CONTRIBUTION BY BRIAN JONES 1945/1951

It needs to be stated that apart from a couple of occasions*, the time (aged 11-15) spend at the Mount of 'orrids was, without doubt, the unhappiest of my teenage years. On quite a few occasions travelling in to the bus station, near North Station, on the No 9 bus, I was physically sick (with the anticipation of arriving at school) and had to visit the toilets below the bus station in order to clean myself up... that would be a familiar start of my day.

Beginning in form two with Butch and someone called Moon (whatever happened to him!!?) started the reign of terror for the rest of that day with the other brutes. Each and every day was similar and the laying on with that strap was the fearful outcome of an apparent lack of communication skill from those teachers to the pupils. If they thought they would knock some knowledge into this pupil they were only half correct. They knocked it in alright and continued so to do until it came out the other side. There was no point in trying to learn as the fear of punishment prevented the remembering skill.

So it continued up the school into the third form with Jessie Ring who hovered about one like a threatening vampire bat and was not averse to giving the boys a quick grope. He also had a less than social accepted habit of sucking up his nasal contents to the back of his throat, bringing them up to his mouth and, after a good tasting, swallowing it it all. Not a good way to demonstrate social graces... I suppose it would have saved on laundry!!. Then on up to the fifth with Beattie, a bald headed individual who, on occasions, sat alongside me and after asking me to decline 'mensa' commenced to fiddle with my fly buttons. I thought at the time that this behaviour had little to do with Latin declensions. I was a day boy, goodness knows how the boarders fared.

The brethren were not the only ones to take abusive advantage of their positions. A lay physics teacher named Paddy Magee (...whose arrival was greeted by the boys with..."Backs to the wall. Here comes Paddy"). He would stand behind the boy and pull him backwards to make contact.... confusing and frightening for a twelve year old.

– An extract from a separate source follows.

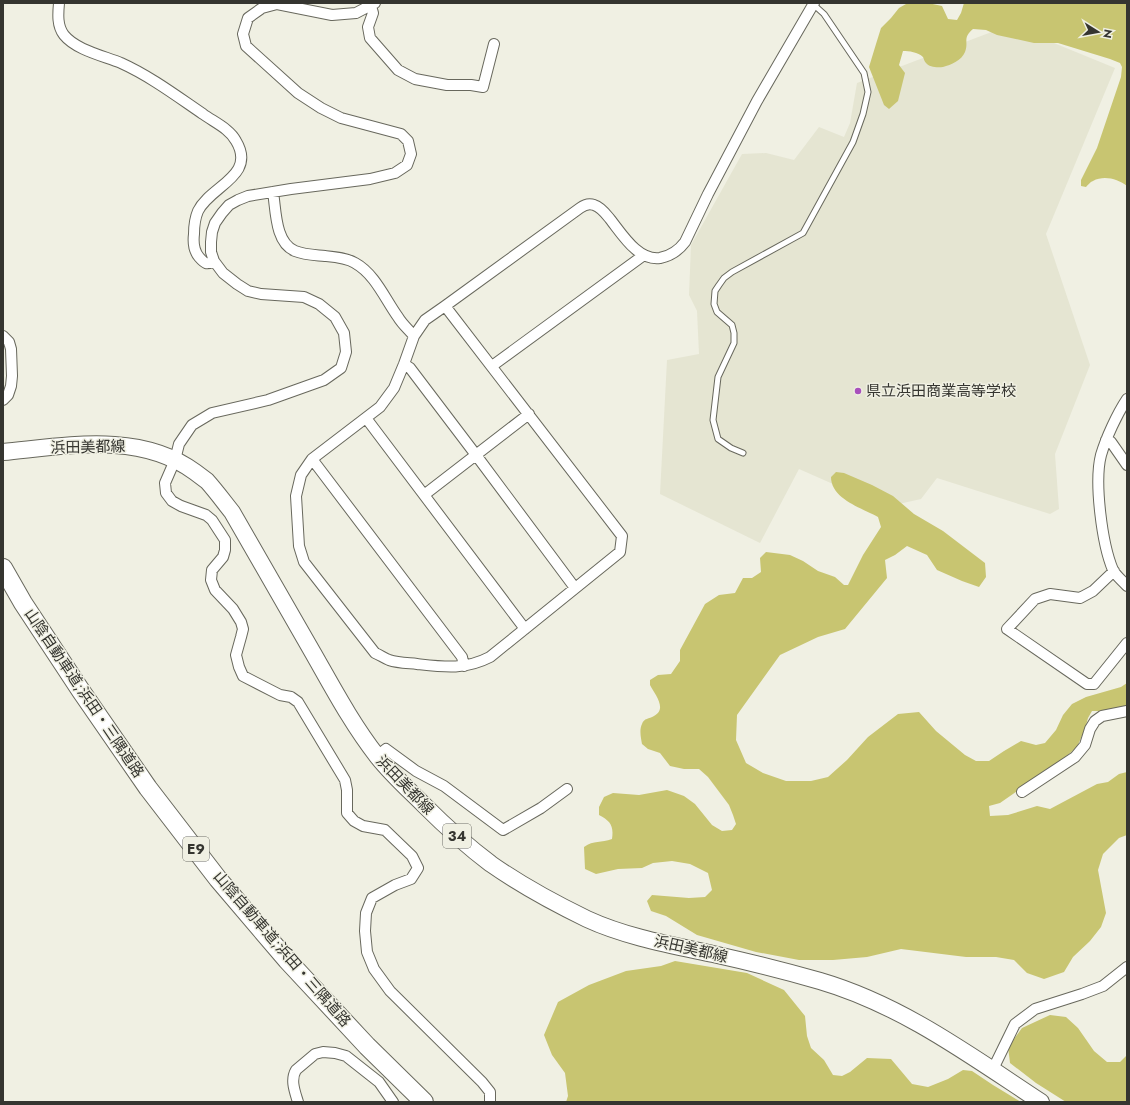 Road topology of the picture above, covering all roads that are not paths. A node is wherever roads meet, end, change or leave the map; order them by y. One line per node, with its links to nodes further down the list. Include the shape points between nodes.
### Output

So it continued.. in the Gym ..Alf Pope's predecessor. Lynch(?) was very handy, (if one (me) could not vault the box or/and the horse), with a gym slipper on the bum covered only with a thin pair of shorts.... Fortunately I don't remember the showers, if there were any. This negative type of communication(?) did little for me but only made me more determined to escape, which I did in the early part of '50/'51. I went AWOL and for the next three/four months until spring and the official time for me to go. Nobody at the school bothered to make contact during this time.. as Wellington described it ... "a damn close run thing!!"

*The only couple of times I felt O.K. at Joes was after I was elected to play parts in school concerts/plays which were presented in the Jubilee Theatre on the top of the Co-op building in the town. Here the school did As You Like It (where I played Rosalind ..followed the next year by Twelfth Night where I played Sir Toby Belch, and Paul Thorpe was Olivia and very good from what I remember). Previously I had been heavily criticized for appearing, for four years running, in the Blackpool Children's Pantomime produced at the Palace theatre (now Lewis's I think) and at the Grand, one year ('46-'49).... but when the teachers required someone who could remember lines and do a bit of acting, they quickly reversed their complaints.

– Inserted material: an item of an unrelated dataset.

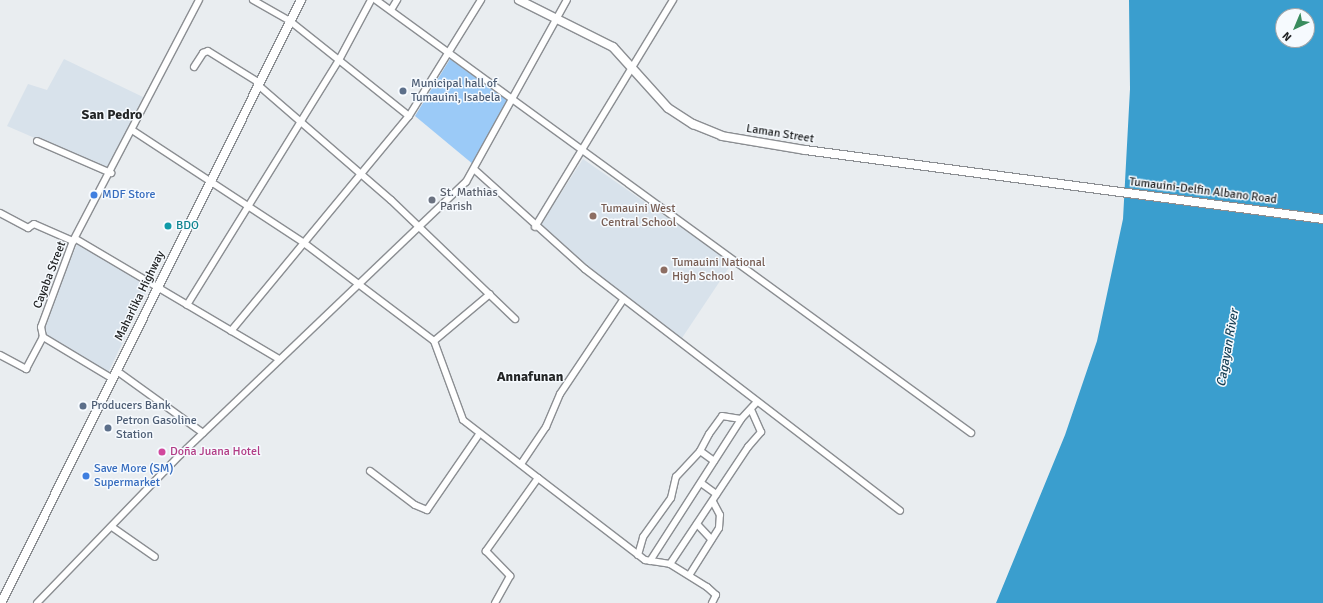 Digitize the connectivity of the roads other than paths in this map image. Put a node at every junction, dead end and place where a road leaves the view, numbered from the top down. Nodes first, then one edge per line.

The abuse both psychological and physical has been something, which during the past years the people at work with whom I have briefly recounted my experiences, have found them almost incomprehensible, with the exception of two, who are sadly no longer with us, Dave Allen who experienced it with the I.C.B.s in Ireland and whose anger was demonstrated by his humour, and also by Nigel Hawthorne who grew up and was educated, again by I.C.B.s in South Africa, but sadly was unable to talk about about his experiences. The scars are not always visible. I was glad to read the teachers' names in the obituary...at least they can do no more harm...

One of the saddest outcomes involving all the news from this school is that parents handed over their children into the hands of these twisted men with no thought of their safety, (not relevant), only to have their trust usurped at this college where the children should have been safe. I would have enjoyed being present when the bulldozers came and knocked down the place. Pity some of the evil men were absent. Still if there is any retribution (which I doubt) they should be burning to a crisp but I wouldn't pour water on any of them.

May their God forgive them for I never can.